» What needs to be done: Give the whole listing again, exactly as written.

» Source information:
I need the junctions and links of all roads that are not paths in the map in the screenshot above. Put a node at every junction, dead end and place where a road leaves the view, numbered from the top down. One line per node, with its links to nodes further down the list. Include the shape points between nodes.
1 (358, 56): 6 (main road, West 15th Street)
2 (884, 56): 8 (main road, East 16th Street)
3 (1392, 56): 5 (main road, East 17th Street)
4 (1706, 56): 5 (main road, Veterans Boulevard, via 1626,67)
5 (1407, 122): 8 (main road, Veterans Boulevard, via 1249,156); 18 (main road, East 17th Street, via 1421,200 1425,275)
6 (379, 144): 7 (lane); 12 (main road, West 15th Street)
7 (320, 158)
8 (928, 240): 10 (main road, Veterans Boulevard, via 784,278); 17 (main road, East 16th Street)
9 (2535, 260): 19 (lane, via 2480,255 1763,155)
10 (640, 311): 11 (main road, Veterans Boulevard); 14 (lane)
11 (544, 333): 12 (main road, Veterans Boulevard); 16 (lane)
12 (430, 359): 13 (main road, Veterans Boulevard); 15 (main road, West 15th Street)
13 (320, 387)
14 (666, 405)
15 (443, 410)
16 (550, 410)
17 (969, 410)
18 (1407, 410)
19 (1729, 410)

» Solution to this task:
I need the junctions and links of all roads that are not paths in the map in the screenshot above. Put a node at every junction, dead end and place where a road leaves the view, numbered from the top down. One line per node, with its links to nodes further down the list. Include the shape points between nodes.
1 (358, 56): 6 (main road, West 15th Street)
2 (884, 56): 8 (main road, East 16th Street)
3 (1392, 56): 5 (main road, East 17th Street)
4 (1706, 56): 5 (main road, Veterans Boulevard, via 1626,67)
5 (1407, 122): 8 (main road, Veterans Boulevard, via 1249,156); 18 (main road, East 17th Street, via 1421,200 1425,275)
6 (379, 144): 7 (lane); 12 (main road, West 15th Street)
7 (320, 158)
8 (928, 240): 10 (main road, Veterans Boulevard, via 784,278); 17 (main road, East 16th Street)
9 (2535, 260): 19 (lane, via 2480,255 1763,155)
10 (640, 311): 11 (main road, Veterans Boulevard); 14 (lane)
11 (544, 333): 12 (main road, Veterans Boulevard); 16 (lane)
12 (430, 359): 13 (main road, Veterans Boulevard); 15 (main road, West 15th Street)
13 (320, 387)
14 (666, 405)
15 (443, 410)
16 (550, 410)
17 (969, 410)
18 (1407, 410)
19 (1729, 410)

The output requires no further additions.